=== Task requirements ===
Filter the records for lines holding the string "Columbia".

=== Excerpted records ===
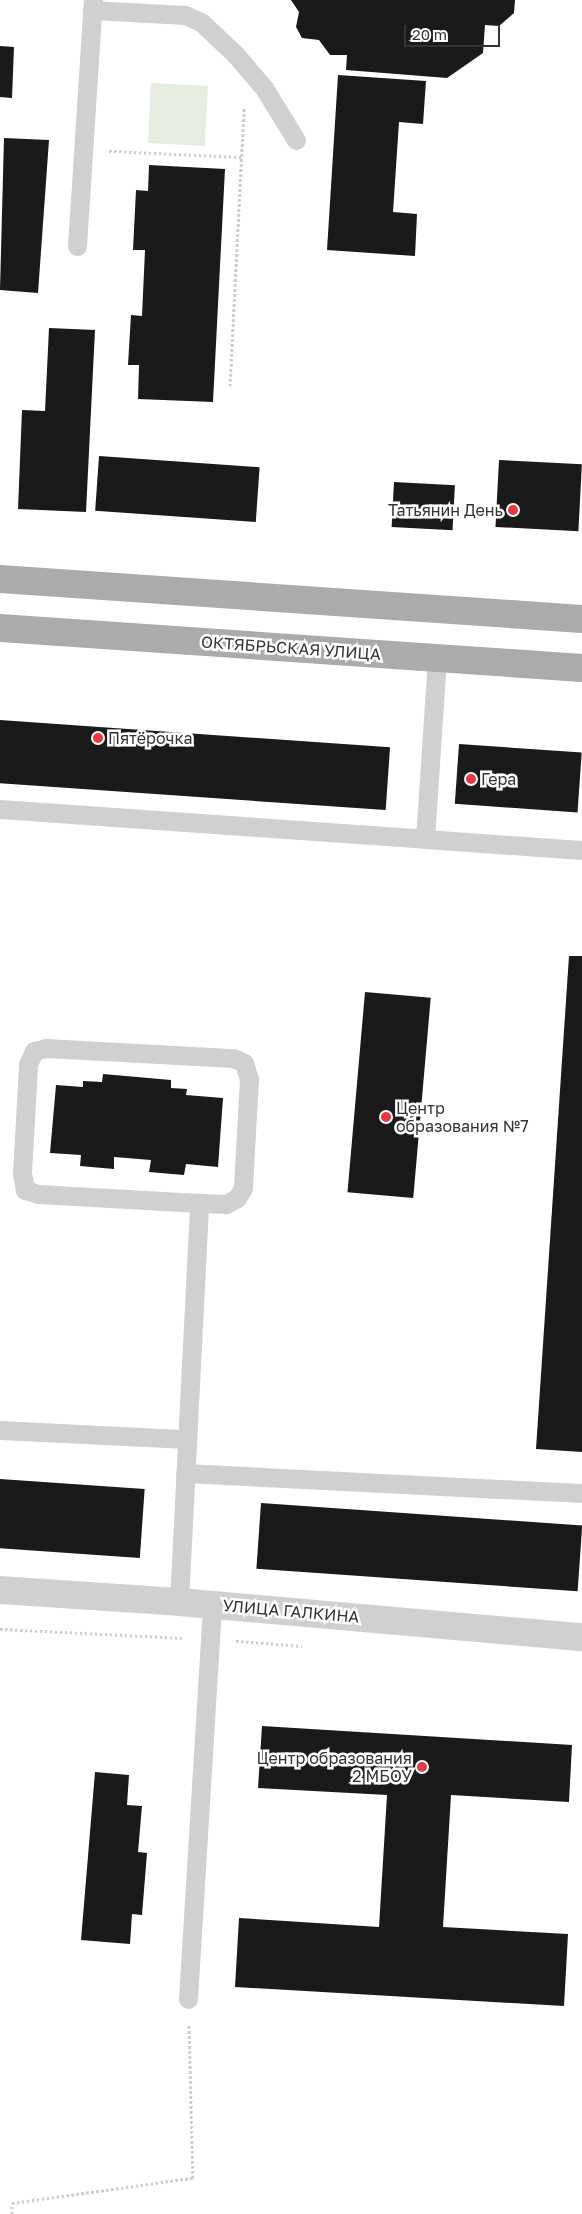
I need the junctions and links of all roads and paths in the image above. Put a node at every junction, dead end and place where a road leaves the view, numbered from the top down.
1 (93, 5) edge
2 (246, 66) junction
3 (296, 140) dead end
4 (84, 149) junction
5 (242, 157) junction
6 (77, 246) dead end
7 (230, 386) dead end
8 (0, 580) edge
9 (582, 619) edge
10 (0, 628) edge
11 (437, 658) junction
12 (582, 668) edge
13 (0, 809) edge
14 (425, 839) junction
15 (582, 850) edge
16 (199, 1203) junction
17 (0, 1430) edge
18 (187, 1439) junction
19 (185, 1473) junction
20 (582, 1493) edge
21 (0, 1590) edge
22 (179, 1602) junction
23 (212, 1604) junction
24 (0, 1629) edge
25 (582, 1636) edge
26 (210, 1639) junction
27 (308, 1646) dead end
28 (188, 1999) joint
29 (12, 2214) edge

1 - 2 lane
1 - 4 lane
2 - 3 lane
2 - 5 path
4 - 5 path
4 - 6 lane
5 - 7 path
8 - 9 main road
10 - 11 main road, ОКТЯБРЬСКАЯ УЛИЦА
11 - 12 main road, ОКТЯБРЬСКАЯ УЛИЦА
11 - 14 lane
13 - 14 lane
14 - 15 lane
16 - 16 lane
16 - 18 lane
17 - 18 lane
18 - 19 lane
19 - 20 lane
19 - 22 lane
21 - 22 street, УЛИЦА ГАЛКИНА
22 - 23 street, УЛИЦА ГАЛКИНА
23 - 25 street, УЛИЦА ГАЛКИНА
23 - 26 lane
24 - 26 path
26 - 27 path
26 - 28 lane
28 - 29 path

---

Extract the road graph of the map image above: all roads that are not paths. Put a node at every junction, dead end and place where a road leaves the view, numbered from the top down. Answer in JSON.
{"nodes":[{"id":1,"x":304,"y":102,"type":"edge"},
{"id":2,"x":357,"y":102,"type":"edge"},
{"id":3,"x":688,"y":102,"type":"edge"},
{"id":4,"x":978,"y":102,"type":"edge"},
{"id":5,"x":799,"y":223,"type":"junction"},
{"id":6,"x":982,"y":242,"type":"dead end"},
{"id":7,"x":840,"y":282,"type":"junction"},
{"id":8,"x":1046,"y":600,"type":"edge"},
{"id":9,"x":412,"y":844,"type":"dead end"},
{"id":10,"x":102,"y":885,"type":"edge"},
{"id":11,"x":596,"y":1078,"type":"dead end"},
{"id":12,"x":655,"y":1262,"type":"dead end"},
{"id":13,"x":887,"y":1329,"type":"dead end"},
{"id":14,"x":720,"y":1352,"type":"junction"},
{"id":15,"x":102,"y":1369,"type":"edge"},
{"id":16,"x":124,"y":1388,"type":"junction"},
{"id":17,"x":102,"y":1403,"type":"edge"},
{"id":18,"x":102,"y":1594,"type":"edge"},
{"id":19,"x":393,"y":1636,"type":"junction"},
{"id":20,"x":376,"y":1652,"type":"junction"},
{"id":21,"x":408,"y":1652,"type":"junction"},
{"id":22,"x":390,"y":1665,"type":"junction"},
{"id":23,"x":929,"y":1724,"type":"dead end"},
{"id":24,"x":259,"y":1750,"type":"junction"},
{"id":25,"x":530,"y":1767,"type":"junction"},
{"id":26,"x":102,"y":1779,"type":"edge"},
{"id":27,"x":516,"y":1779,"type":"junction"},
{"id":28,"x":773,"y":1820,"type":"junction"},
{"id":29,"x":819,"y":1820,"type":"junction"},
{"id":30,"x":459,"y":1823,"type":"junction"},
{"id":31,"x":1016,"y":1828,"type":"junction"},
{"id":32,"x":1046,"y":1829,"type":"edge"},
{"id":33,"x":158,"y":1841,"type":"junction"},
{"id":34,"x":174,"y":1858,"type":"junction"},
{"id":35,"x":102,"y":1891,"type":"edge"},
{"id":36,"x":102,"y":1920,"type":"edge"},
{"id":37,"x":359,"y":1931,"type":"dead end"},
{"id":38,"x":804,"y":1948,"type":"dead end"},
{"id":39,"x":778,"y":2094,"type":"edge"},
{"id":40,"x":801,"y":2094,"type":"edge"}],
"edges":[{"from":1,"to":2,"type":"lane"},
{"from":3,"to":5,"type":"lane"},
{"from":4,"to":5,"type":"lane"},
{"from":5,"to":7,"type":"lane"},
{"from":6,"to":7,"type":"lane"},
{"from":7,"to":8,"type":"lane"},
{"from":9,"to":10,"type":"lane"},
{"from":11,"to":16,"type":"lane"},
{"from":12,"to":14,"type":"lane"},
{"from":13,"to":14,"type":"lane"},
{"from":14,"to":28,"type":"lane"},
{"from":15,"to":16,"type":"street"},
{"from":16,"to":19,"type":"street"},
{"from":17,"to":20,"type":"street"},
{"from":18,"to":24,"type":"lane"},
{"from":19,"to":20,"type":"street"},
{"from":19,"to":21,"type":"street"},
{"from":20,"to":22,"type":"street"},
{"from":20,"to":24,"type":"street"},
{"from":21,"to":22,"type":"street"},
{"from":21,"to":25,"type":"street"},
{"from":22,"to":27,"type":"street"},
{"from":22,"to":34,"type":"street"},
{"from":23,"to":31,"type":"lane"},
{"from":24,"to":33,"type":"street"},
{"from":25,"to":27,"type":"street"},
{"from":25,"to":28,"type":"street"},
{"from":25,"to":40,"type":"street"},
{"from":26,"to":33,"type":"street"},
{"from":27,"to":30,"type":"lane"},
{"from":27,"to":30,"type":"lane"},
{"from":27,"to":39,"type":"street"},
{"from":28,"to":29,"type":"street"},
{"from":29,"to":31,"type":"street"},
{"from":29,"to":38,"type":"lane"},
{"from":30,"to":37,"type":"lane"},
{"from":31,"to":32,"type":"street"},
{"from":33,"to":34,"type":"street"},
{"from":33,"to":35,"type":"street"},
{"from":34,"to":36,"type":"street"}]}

* * *

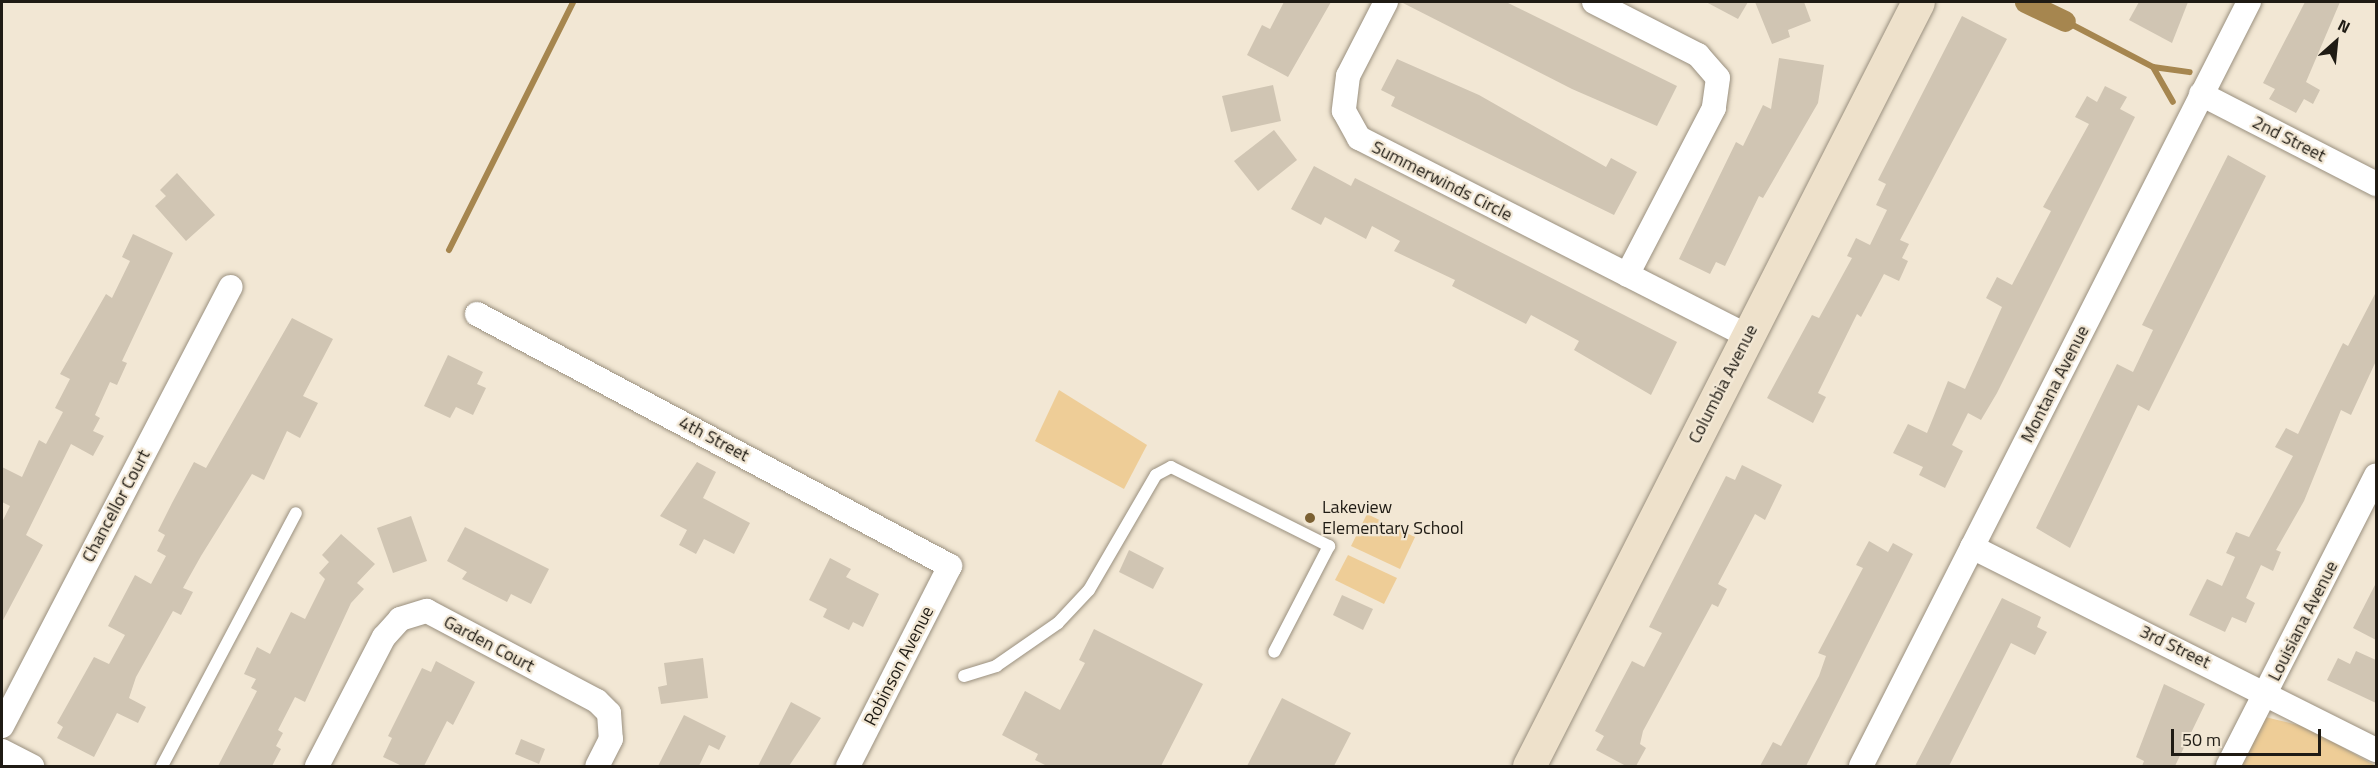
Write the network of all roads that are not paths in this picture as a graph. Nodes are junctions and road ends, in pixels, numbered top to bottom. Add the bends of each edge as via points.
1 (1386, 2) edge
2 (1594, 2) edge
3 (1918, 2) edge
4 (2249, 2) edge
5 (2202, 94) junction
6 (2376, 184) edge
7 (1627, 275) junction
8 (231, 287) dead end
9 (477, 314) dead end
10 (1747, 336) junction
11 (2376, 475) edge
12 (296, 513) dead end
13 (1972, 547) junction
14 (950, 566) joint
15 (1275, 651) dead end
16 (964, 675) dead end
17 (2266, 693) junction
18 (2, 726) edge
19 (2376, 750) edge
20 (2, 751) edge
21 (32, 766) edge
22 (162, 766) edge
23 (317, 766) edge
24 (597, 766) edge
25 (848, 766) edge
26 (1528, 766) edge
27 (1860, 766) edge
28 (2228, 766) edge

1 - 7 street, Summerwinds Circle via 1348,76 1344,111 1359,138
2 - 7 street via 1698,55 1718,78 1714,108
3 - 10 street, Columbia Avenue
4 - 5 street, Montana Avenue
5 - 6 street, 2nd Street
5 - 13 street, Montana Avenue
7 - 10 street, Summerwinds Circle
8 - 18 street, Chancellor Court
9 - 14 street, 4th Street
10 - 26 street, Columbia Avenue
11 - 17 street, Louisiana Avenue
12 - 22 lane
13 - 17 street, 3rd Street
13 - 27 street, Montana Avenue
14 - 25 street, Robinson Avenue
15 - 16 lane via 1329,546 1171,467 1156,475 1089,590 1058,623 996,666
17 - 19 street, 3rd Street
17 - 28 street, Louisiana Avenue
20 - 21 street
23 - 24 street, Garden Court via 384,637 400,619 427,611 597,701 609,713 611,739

=== Response area ===
3 - 10 street, Columbia Avenue
10 - 26 street, Columbia Avenue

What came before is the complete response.